Data excerpts:
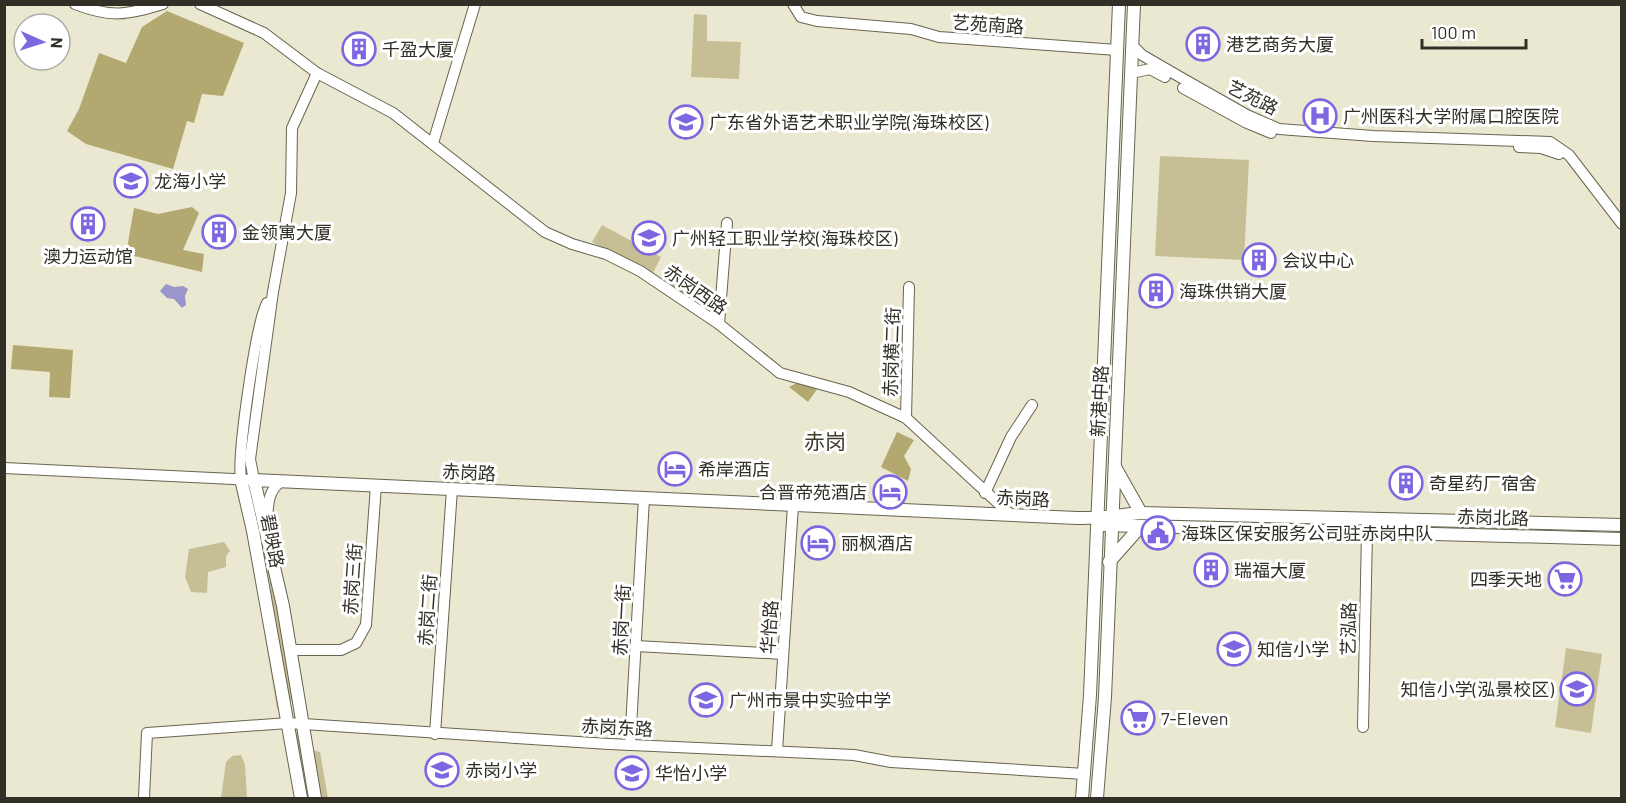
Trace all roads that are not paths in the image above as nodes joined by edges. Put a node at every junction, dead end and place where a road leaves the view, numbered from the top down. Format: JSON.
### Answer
{"nodes":[{"id":1,"x":75,"y":4,"type":"edge"},
{"id":2,"x":163,"y":4,"type":"edge"},
{"id":3,"x":200,"y":4,"type":"edge"},
{"id":4,"x":475,"y":4,"type":"edge"},
{"id":5,"x":793,"y":4,"type":"edge"},
{"id":6,"x":1119,"y":4,"type":"edge"},
{"id":7,"x":1134,"y":4,"type":"edge"},
{"id":8,"x":1132,"y":45,"type":"junction"},
{"id":9,"x":1117,"y":50,"type":"junction"},
{"id":10,"x":317,"y":73,"type":"junction"},
{"id":11,"x":1132,"y":73,"type":"junction"},
{"id":12,"x":433,"y":143,"type":"junction"},
{"id":13,"x":727,"y":223,"type":"dead end"},
{"id":14,"x":1622,"y":224,"type":"edge"},
{"id":15,"x":1622,"y":235,"type":"edge"},
{"id":16,"x":909,"y":287,"type":"dead end"},
{"id":17,"x":719,"y":324,"type":"junction"},
{"id":18,"x":1032,"y":405,"type":"dead end"},
{"id":19,"x":906,"y":418,"type":"junction"},
{"id":20,"x":1114,"y":466,"type":"junction"},
{"id":21,"x":4,"y":468,"type":"edge"},
{"id":22,"x":248,"y":479,"type":"junction"},
{"id":23,"x":282,"y":481,"type":"junction"},
{"id":24,"x":376,"y":485,"type":"junction"},
{"id":25,"x":452,"y":489,"type":"junction"},
{"id":26,"x":985,"y":493,"type":"junction"},
{"id":27,"x":644,"y":498,"type":"junction"},
{"id":28,"x":793,"y":505,"type":"junction"},
{"id":29,"x":932,"y":512,"type":"junction"},
{"id":30,"x":1141,"y":513,"type":"junction"},
{"id":31,"x":1011,"y":515,"type":"junction"},
{"id":32,"x":1112,"y":520,"type":"junction"},
{"id":33,"x":1097,"y":522,"type":"junction"},
{"id":34,"x":1622,"y":525,"type":"edge"},
{"id":35,"x":1141,"y":526,"type":"junction"},
{"id":36,"x":267,"y":532,"type":"junction"},
{"id":37,"x":1367,"y":532,"type":"junction"},
{"id":38,"x":1622,"y":539,"type":"edge"},
{"id":39,"x":1110,"y":562,"type":"junction"},
{"id":40,"x":636,"y":646,"type":"junction"},
{"id":41,"x":291,"y":650,"type":"junction"},
{"id":42,"x":783,"y":654,"type":"junction"},
{"id":43,"x":288,"y":723,"type":"junction"},
{"id":44,"x":303,"y":724,"type":"junction"},
{"id":45,"x":1363,"y":727,"type":"dead end"},
{"id":46,"x":435,"y":734,"type":"junction"},
{"id":47,"x":630,"y":745,"type":"junction"},
{"id":48,"x":777,"y":752,"type":"junction"},
{"id":49,"x":1085,"y":774,"type":"junction"},
{"id":50,"x":1100,"y":774,"type":"junction"},
{"id":51,"x":144,"y":798,"type":"edge"},
{"id":52,"x":301,"y":798,"type":"edge"},
{"id":53,"x":315,"y":798,"type":"edge"},
{"id":54,"x":1082,"y":798,"type":"edge"},
{"id":55,"x":1096,"y":798,"type":"edge"}],
"edges":[{"from":1,"to":2,"type":"street"},
{"from":3,"to":10,"type":"street","name":"赤岗西路"},
{"from":4,"to":12,"type":"street"},
{"from":5,"to":9,"type":"street","name":"艺苑南路"},
{"from":6,"to":9,"type":"main road","name":"新港中路"},
{"from":7,"to":8,"type":"main road","name":"新港中路"},
{"from":8,"to":11,"type":"main road","name":"新港中路"},
{"from":8,"to":14,"type":"street","name":"艺苑路"},
{"from":9,"to":33,"type":"main road","name":"新港中路"},
{"from":10,"to":12,"type":"street","name":"赤岗西路"},
{"from":10,"to":22,"type":"street","name":"碧映路"},
{"from":11,"to":15,"type":"street","name":"艺苑路"},
{"from":11,"to":20,"type":"main road","name":"新港中路"},
{"from":12,"to":17,"type":"street","name":"赤岗西路"},
{"from":13,"to":17,"type":"street"},
{"from":16,"to":19,"type":"street","name":"赤岗横二街"},
{"from":17,"to":19,"type":"street","name":"赤岗西路"},
{"from":18,"to":26,"type":"street"},
{"from":19,"to":26,"type":"street","name":"赤岗西路"},
{"from":20,"to":30,"type":"main road"},
{"from":20,"to":32,"type":"main road","name":"新港中路"},
{"from":21,"to":22,"type":"street","name":"赤岗路"},
{"from":22,"to":23,"type":"main road","name":"赤岗路"},
{"from":22,"to":36,"type":"main road","name":"碧映路"},
{"from":22,"to":43,"type":"main road","name":"碧映路"},
{"from":23,"to":24,"type":"main road","name":"赤岗路"},
{"from":23,"to":36,"type":"street"},
{"from":24,"to":25,"type":"main road","name":"赤岗路"},
{"from":24,"to":41,"type":"street","name":"赤岗三街"},
{"from":25,"to":27,"type":"main road","name":"赤岗路"},
{"from":25,"to":46,"type":"street","name":"赤岗二街"},
{"from":26,"to":31,"type":"street","name":"赤岗西路"},
{"from":27,"to":28,"type":"main road","name":"赤岗路"},
{"from":27,"to":40,"type":"street","name":"赤岗一街"},
{"from":28,"to":29,"type":"main road","name":"赤岗路"},
{"from":28,"to":42,"type":"street","name":"华怡路"},
{"from":29,"to":31,"type":"main road","name":"赤岗路"},
{"from":29,"to":33,"type":"main road","name":"赤岗路"},
{"from":30,"to":32,"type":"main road","name":"赤岗北路"},
{"from":30,"to":34,"type":"main road","name":"赤岗北路"},
{"from":31,"to":33,"type":"main road","name":"赤岗路"},
{"from":32,"to":33,"type":"main road","name":"赤岗路"},
{"from":32,"to":35,"type":"main road","name":"赤岗北路"},
{"from":32,"to":39,"type":"main road","name":"新港中路"},
{"from":33,"to":49,"type":"main road","name":"新港中路"},
{"from":35,"to":37,"type":"main road","name":"赤岗北路"},
{"from":35,"to":39,"type":"main road"},
{"from":36,"to":41,"type":"main road","name":"碧映路"},
{"from":37,"to":38,"type":"main road","name":"赤岗北路"},
{"from":37,"to":45,"type":"street","name":"艺泓路"},
{"from":39,"to":50,"type":"main road","name":"新港中路"},
{"from":40,"to":42,"type":"street"},
{"from":40,"to":47,"type":"street","name":"赤岗一街"},
{"from":41,"to":44,"type":"main road","name":"碧映路"},
{"from":42,"to":48,"type":"street","name":"华怡路"},
{"from":43,"to":44,"type":"street","name":"赤岗东路"},
{"from":43,"to":51,"type":"street","name":"赤岗东路"},
{"from":43,"to":52,"type":"main road","name":"碧映路"},
{"from":44,"to":46,"type":"street","name":"赤岗东路"},
{"from":44,"to":53,"type":"main road","name":"碧映路"},
{"from":46,"to":47,"type":"street","name":"赤岗东路"},
{"from":47,"to":48,"type":"street","name":"赤岗东路"},
{"from":48,"to":49,"type":"street","name":"赤岗东路"},
{"from":49,"to":50,"type":"main road"},
{"from":49,"to":54,"type":"main road","name":"新港中路"},
{"from":50,"to":55,"type":"main road","name":"新港中路"}]}
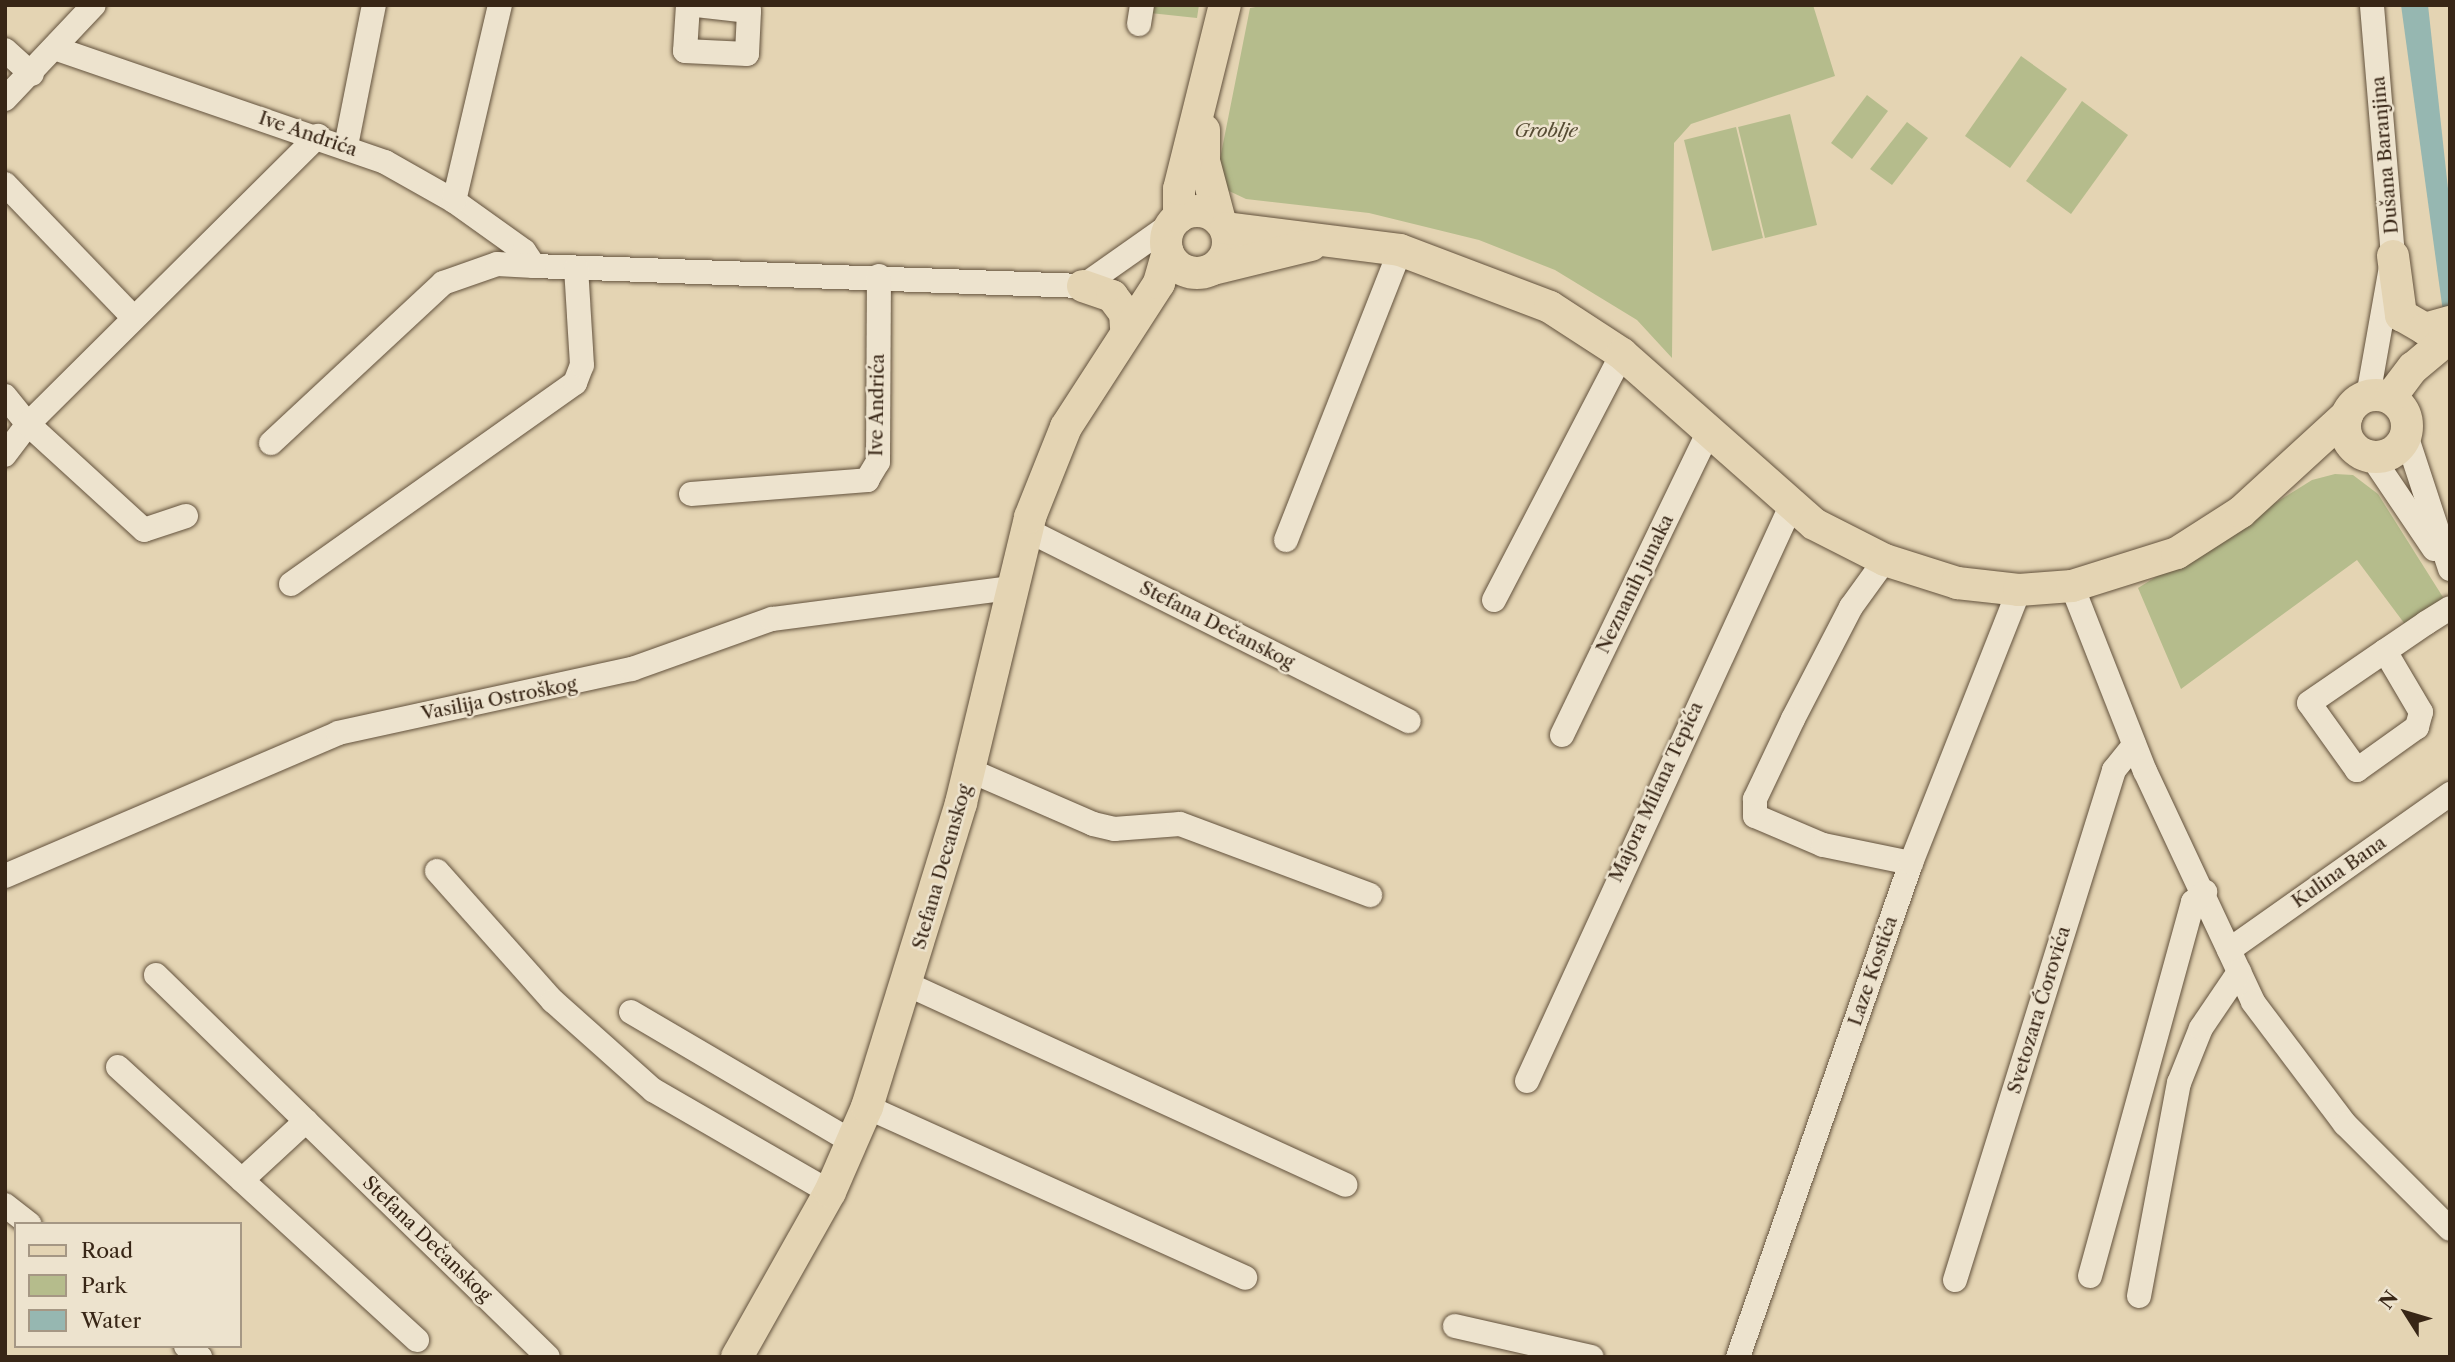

**Assignment**
Every line from the data above that contains "赤岗北路" must appear in the answer.

**Finished exercise**
{"from":30,"to":32,"type":"main road","name":"赤岗北路"},
{"from":30,"to":34,"type":"main road","name":"赤岗北路"},
{"from":32,"to":35,"type":"main road","name":"赤岗北路"},
{"from":35,"to":37,"type":"main road","name":"赤岗北路"},
{"from":37,"to":38,"type":"main road","name":"赤岗北路"},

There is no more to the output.